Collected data
※
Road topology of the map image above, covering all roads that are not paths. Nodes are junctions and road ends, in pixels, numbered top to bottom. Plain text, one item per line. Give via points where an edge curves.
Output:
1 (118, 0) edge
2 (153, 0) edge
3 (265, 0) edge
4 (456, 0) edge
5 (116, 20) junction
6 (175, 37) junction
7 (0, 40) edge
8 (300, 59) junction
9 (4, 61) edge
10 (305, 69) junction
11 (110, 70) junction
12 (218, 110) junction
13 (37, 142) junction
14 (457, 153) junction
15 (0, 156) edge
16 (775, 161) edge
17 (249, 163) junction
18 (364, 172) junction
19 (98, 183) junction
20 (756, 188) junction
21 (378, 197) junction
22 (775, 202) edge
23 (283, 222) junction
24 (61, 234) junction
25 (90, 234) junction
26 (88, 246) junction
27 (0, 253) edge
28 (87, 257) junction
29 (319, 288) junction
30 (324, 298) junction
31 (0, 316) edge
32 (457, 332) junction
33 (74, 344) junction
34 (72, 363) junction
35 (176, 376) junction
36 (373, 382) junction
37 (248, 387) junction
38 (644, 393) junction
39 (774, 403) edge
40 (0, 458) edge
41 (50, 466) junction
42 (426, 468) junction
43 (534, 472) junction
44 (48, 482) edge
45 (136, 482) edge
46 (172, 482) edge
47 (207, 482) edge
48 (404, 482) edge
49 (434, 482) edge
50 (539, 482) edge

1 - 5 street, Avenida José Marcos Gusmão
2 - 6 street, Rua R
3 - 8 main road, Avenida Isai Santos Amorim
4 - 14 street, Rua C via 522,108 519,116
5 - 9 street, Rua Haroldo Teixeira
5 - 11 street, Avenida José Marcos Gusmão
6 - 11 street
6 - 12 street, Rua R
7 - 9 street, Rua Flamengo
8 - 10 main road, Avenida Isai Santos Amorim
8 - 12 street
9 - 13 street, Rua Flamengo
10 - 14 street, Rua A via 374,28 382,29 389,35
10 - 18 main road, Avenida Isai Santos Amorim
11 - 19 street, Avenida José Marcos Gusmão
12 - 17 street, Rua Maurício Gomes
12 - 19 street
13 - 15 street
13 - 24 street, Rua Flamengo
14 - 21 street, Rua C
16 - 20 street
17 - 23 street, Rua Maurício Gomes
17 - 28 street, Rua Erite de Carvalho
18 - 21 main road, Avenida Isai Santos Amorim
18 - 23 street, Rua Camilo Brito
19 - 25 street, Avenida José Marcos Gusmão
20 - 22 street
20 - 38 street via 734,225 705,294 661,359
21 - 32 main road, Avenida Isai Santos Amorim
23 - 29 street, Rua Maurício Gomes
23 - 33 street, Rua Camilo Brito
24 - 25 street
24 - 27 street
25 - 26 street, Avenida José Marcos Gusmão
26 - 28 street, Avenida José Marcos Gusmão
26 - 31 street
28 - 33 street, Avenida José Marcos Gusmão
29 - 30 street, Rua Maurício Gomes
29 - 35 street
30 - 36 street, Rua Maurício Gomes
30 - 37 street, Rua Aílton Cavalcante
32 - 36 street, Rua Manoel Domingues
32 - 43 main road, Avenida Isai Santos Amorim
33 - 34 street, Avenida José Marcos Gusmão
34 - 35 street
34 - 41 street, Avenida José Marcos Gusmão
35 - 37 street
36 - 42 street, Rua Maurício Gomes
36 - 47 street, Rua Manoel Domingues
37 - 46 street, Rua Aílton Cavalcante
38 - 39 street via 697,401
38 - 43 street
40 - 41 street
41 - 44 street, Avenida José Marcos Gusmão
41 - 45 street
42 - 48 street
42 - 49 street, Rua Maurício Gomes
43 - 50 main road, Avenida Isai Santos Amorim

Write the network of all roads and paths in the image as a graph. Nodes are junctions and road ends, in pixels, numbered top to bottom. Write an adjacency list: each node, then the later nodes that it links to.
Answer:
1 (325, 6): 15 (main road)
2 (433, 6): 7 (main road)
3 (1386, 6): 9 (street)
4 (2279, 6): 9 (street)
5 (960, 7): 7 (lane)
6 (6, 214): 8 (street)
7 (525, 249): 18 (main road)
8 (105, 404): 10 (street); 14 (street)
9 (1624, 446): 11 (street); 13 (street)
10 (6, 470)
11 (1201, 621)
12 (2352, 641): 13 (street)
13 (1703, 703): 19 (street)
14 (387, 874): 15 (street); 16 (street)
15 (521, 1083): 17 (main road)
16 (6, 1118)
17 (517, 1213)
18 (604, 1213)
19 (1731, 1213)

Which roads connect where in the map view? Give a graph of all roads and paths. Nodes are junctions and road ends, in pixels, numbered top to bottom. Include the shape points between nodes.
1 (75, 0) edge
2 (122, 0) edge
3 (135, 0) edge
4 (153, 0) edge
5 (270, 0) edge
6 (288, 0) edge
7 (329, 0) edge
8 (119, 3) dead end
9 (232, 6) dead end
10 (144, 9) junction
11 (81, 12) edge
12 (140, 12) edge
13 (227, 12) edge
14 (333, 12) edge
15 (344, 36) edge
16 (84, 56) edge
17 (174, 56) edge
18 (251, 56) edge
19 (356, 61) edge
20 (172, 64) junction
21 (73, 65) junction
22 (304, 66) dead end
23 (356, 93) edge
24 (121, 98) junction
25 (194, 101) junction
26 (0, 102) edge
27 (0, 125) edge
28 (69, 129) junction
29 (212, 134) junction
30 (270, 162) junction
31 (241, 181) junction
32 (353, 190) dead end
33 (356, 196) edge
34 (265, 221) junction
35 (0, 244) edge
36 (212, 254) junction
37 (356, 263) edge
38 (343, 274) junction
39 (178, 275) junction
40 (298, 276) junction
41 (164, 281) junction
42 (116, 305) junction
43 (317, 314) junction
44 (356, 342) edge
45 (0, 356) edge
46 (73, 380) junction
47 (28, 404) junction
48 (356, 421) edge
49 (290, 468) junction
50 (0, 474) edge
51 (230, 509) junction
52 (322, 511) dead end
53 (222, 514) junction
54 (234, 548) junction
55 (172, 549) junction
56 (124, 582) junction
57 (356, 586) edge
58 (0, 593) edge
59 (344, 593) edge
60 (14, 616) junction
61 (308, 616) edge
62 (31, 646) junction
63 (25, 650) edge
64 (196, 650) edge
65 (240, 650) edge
※
▶ EXERCISE AIM
Total lines with "Isai" in the records above: report that figure alone.

▶ RESPONSE
7